Re: [RFC PATCH 6/6] mm: Expand Copy-On-Write to PTE table

From: Chih-En Lin
Date: Sat May 21 2022 - 00:39:09 EST


On Fri, May 20, 2022 at 02:49:31PM +0000, Christophe Leroy wrote:
>
>
> Le 19/05/2022 à 20:31, Chih-En Lin a écrit :
> > This patch adds the Copy-On-Write (COW) mechanism to the PTE table.
> > To enable the COW page table use the clone3() system call with the
> > CLONE_COW_PGTABLE flag. It will set the MMF_COW_PGTABLE flag to the
> > processes.
> >
> > It uses the MMF_COW_PGTABLE flag to distinguish the default page table
> > and the COW one. Moreover, it is difficult to distinguish whether the
> > entire page table is out of COW state. So the MMF_COW_PGTABLE flag won't
> > be disabled after its setup.
> >
> > Since the memory space of the page table is distinctive for each process
> > in kernel space. It uses the address of the PMD index for the ownership
> > of the PTE table to identify which one of the processes needs to update
> > the page table state. In other words, only the owner will update COW PTE
> > state, like the RSS and pgtable_bytes.
> >
> > It uses the reference count to control the lifetime of COW PTE table.
> > When someone breaks COW, it will copy the COW PTE table and decrease the
> > reference count.
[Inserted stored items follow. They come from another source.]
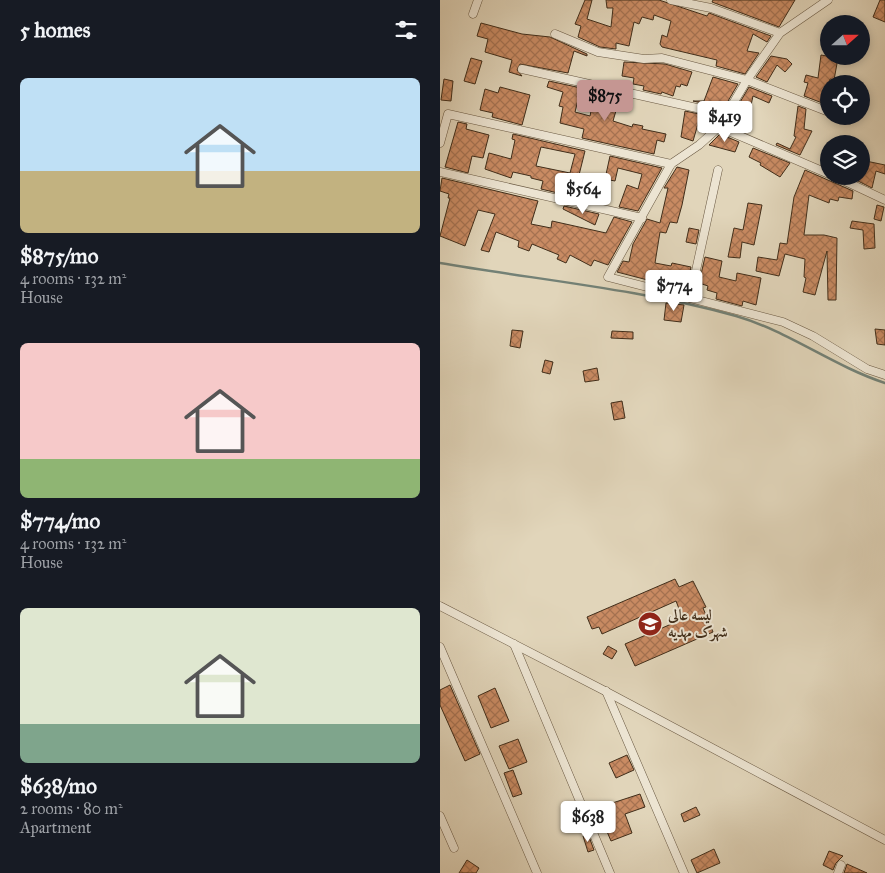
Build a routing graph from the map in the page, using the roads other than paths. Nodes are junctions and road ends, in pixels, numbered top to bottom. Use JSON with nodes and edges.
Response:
{"nodes":[{"id":1,"x":478,"y":0,"type":"edge"},
{"id":2,"x":671,"y":0,"type":"edge"},
{"id":3,"x":828,"y":0,"type":"edge"},
{"id":4,"x":473,"y":14,"type":"dead end"},
{"id":5,"x":555,"y":34,"type":"dead end"},
{"id":6,"x":780,"y":34,"type":"junction"},
{"id":7,"x":522,"y":68,"type":"dead end"},
{"id":8,"x":747,"y":80,"type":"junction"},
{"id":9,"x":820,"y":108,"type":"edge"},
{"id":10,"x":728,"y":115,"type":"junction"},
{"id":11,"x":719,"y":127,"type":"junction"},
{"id":12,"x":442,"y":129,"type":"edge"},
{"id":13,"x":440,"y":143,"type":"edge"},
{"id":14,"x":671,"y":164,"type":"junction"},
{"id":15,"x":718,"y":170,"type":"dead end"},
{"id":16,"x":820,"y":170,"type":"edge"},
{"id":17,"x":440,"y":172,"type":"edge"},
{"id":18,"x":853,"y":185,"type":"edge"},
{"id":19,"x":885,"y":200,"type":"edge"},
{"id":20,"x":642,"y":218,"type":"junction"},
{"id":21,"x":690,"y":298,"type":"junction"},
{"id":22,"x":885,"y":375,"type":"edge"},
{"id":23,"x":440,"y":606,"type":"edge"},
{"id":24,"x":514,"y":644,"type":"junction"},
{"id":25,"x":440,"y":647,"type":"edge"},
{"id":26,"x":605,"y":691,"type":"junction"},
{"id":27,"x":440,"y":816,"type":"edge"},
{"id":28,"x":885,"y":840,"type":"edge"},
{"id":29,"x":454,"y":848,"type":"dead end"},
{"id":30,"x":537,"y":873,"type":"edge"},
{"id":31,"x":610,"y":873,"type":"edge"},
{"id":32,"x":684,"y":873,"type":"edge"}],
"edges":[{"from":1,"to":4,"type":"street"},
{"from":2,"to":6,"type":"street"},
{"from":3,"to":6,"type":"street"},
{"from":5,"to":8,"type":"street"},
{"from":6,"to":8,"type":"street"},
{"from":7,"to":10,"type":"street"},
{"from":8,"to":9,"type":"street"},
{"from":8,"to":10,"type":"street"},
{"from":10,"to":11,"type":"street"},
{"from":11,"to":14,"type":"street"},
{"from":11,"to":16,"type":"street"},
{"from":12,"to":13,"type":"street"},
{"from":12,"to":14,"type":"street"},
{"from":14,"to":20,"type":"street"},
{"from":15,"to":21,"type":"street"},
{"from":17,"to":20,"type":"street"},
{"from":18,"to":19,"type":"street"},
{"from":20,"to":21,"type":"street"},
{"from":21,"to":22,"type":"street"},
{"from":23,"to":24,"type":"street"},
{"from":24,"to":26,"type":"street"},
{"from":24,"to":31,"type":"street"},
{"from":25,"to":30,"type":"street"},
{"from":26,"to":28,"type":"street"},
{"from":26,"to":32,"type":"street"},
{"from":27,"to":29,"type":"street"}]}
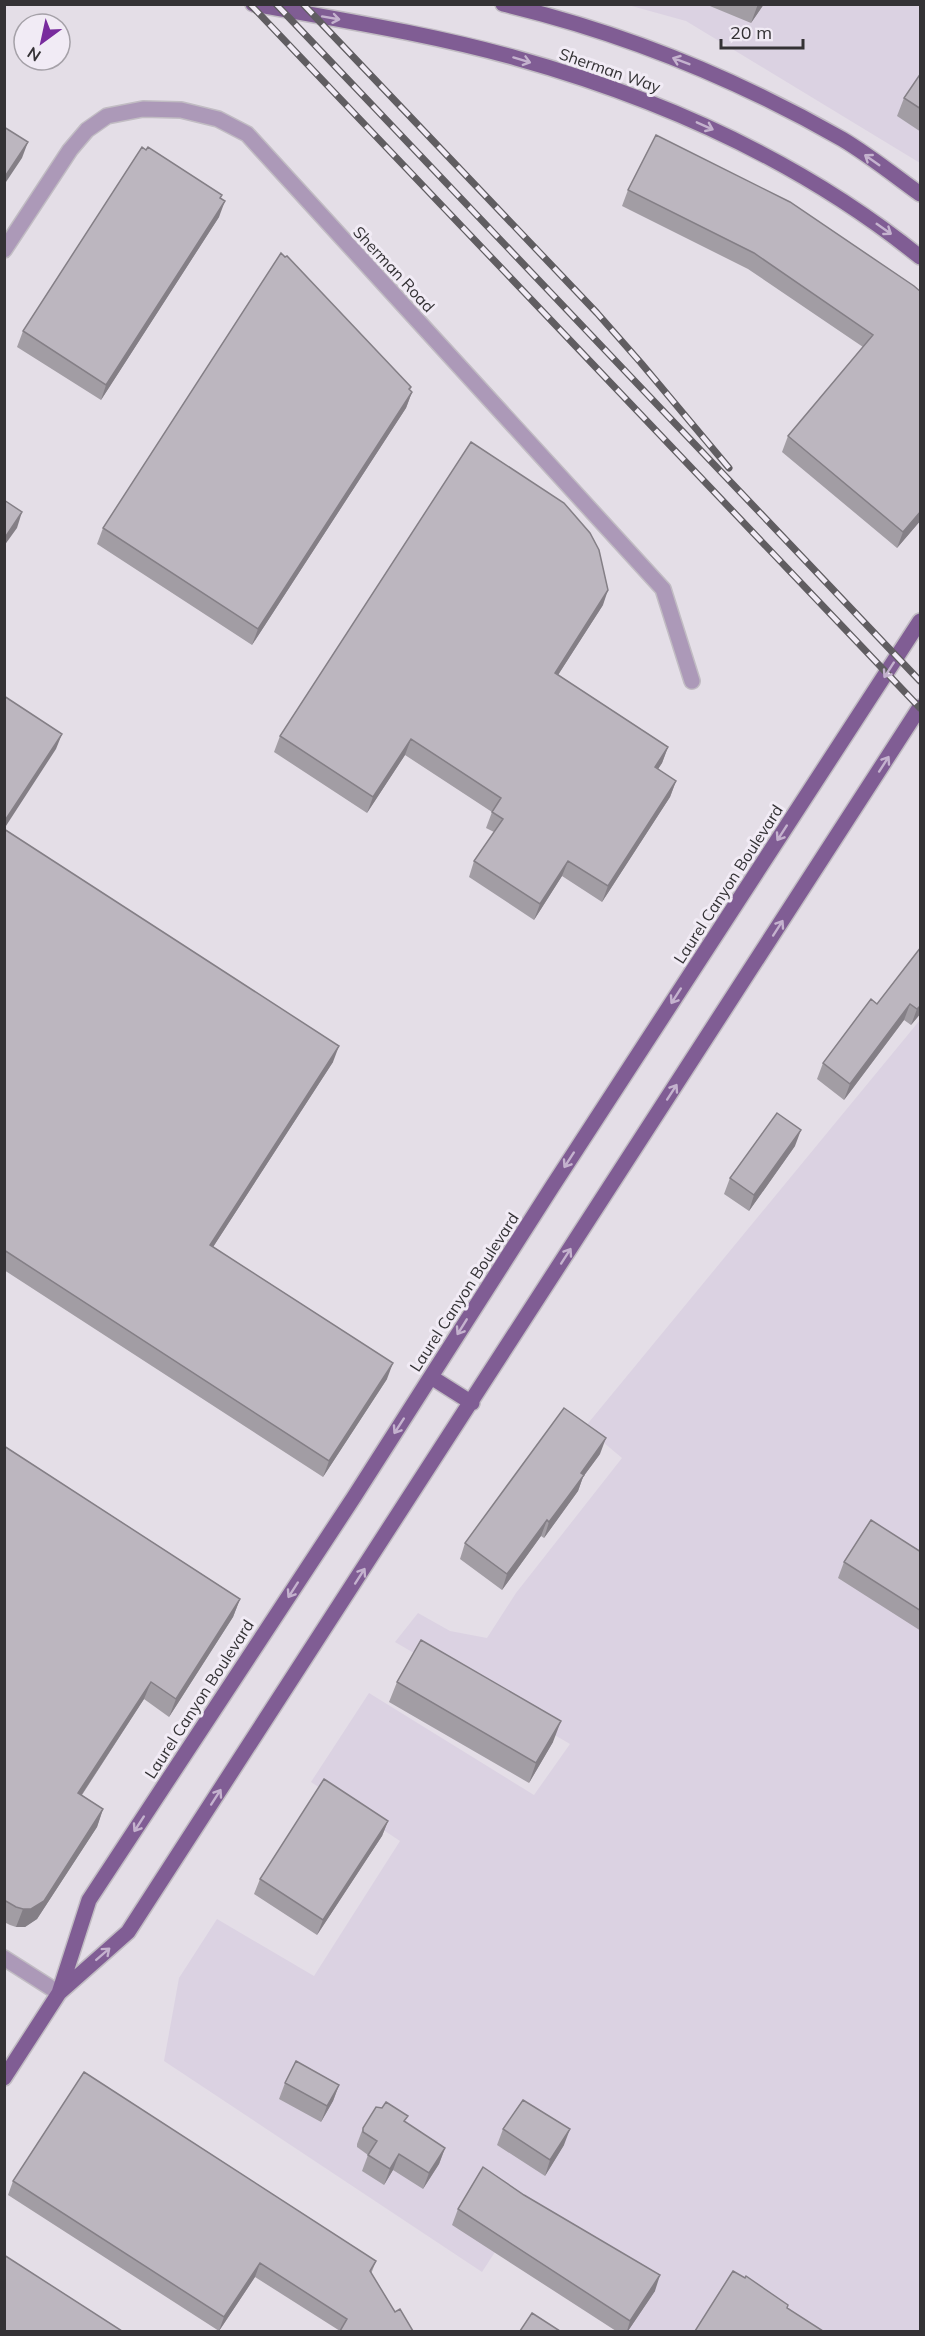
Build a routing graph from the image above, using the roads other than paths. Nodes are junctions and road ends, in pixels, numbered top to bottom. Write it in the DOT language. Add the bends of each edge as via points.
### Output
graph roads {
  1 [pos="253,4"];
  2 [pos="503,4"];
  3 [pos="921,194"];
  4 [pos="4,250"];
  5 [pos="921,257"];
  6 [pos="921,621"];
  7 [pos="692,681"];
  8 [pos="921,707"];
  9 [pos="430,1377"];
  10 [pos="472,1403"];
  11 [pos="4,1958"];
  12 [pos="59,1993"];
  13 [pos="4,2078"];
  1 -- 5 [label="main road, Sherman Way, one-way" via="381,27 515,58 661,107 742,143 818,184"];
  3 -- 2 [label="main road, Sherman Way, one-way" via="843,140 765,98 620,38"];
  4 -- 7 [label="street, Sherman Road" via="70,150 87,130 107,116 143,109 181,110 218,119 247,134 663,589"];
  6 -- 9 [label="main road, Laurel Canyon Boulevard, one-way"];
  10 -- 8 [label="main road, Laurel Canyon Boulevard, one-way"];
  9 -- 10 [label="main road"];
  9 -- 12 [label="main road, Laurel Canyon Boulevard, one-way" via="89,1900"];
  12 -- 10 [label="main road, Laurel Canyon Boulevard, one-way" via="128,1932"];
  11 -- 12 [label="street"];
  12 -- 13 [label="main road, Laurel Canyon Boulevard"];
}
But if the reference count is equal to one before the
> > break COW, it will reuse the COW PTE table.
> >
> > This patch modifies the part of the copy page table to do the basic COW.
> > For the break COW, it modifies the part of a page fault, zaps page table
> > , unmapping, and remapping.
> >
> > Signed-off-by: Chih-En Lin <shiyn.lin@xxxxxxxxx>
> > ---
> > include/linux/pgtable.h | 3 +
> > mm/memory.c | 262 ++++++++++++++++++++++++++++++++++++----
> > mm/mmap.c | 4 +
> > mm/mremap.c | 5 +
> > 4 files changed, 251 insertions(+), 23 deletions(-)
> >
> > diff --git a/include/linux/pgtable.h b/include/linux/pgtable.h
> > index 33c01fec7b92..357ce3722ee8 100644
> > --- a/include/linux/pgtable.h
> > +++ b/include/linux/pgtable.h
> > @@ -631,6 +631,9 @@ static inline int cow_pte_refcount_read(pmd_t *pmd)
> > return atomic_read(&pmd_page(*pmd)->cow_pgtable_refcount);
> > }
> >
> > +extern int handle_cow_pte(struct vm_area_struct *vma, pmd_t *pmd,
> > + unsigned long addr, bool alloc);
> > +
> > #ifndef pte_access_permitted
> > #define pte_access_permitted(pte, write) \
> > (pte_present(pte) && (!(write) || pte_write(pte)))
> > diff --git a/mm/memory.c b/mm/memory.c
> > index aa66af76e214..ff3fcbe4dfb5 100644
> > --- a/mm/memory.c
> > +++ b/mm/memory.c
> > @@ -247,6 +247,8 @@ static inline void free_pmd_range(struct mmu_gather *tlb, pud_t *pud,
> > next = pmd_addr_end(addr, end);
> > if (pmd_none_or_clear_bad(pmd))
> > continue;
> > + BUG_ON(cow_pte_refcount_read(pmd) != 1);
> > + BUG_ON(!cow_pte_owner_is_same(pmd, NULL));
>
> See comment on a previous patch of this series, there seem to be a huge
> number of new BUG_ONs.

Got it.

> > free_pte_range(tlb, pmd, addr);
> > } while (pmd++, addr = next, addr != end);
> >
> > @@ -1031,7 +1033,7 @@ static inline void cow_pte_rss(struct mm_struct *mm, struct vm_area_struct *vma,
> > static int
> > copy_pte_range(struct vm_area_struct *dst_vma, struct vm_area_struct *src_vma,
> > pmd_t *dst_pmd, pmd_t *src_pmd, unsigned long addr,
> > - unsigned long end)
> > + unsigned long end, bool is_src_pte_locked)
> > {
> > struct mm_struct *dst_mm = dst_vma->vm_mm;
> > struct mm_struct *src_mm = src_vma->vm_mm;
> > @@ -1053,8 +1055,10 @@ copy_pte_range(struct vm_area_struct *dst_vma, struct vm_area_struct *src_vma,
> > goto out;
> > }
> > src_pte = pte_offset_map(src_pmd, addr);
> > - src_ptl = pte_lockptr(src_mm, src_pmd);
> > - spin_lock_nested(src_ptl, SINGLE_DEPTH_NESTING);
> > + if (!is_src_pte_locked) {
> > + src_ptl = pte_lockptr(src_mm, src_pmd);
> > + spin_lock_nested(src_ptl, SINGLE_DEPTH_NESTING);
> > + }
>
> Odd construct, that kind of construct often leads to messy errors.
>
> Could you construct things differently by refactoring the code ?

Sure, I will try my best.
It's probably why here have the bug when doing the stress testing.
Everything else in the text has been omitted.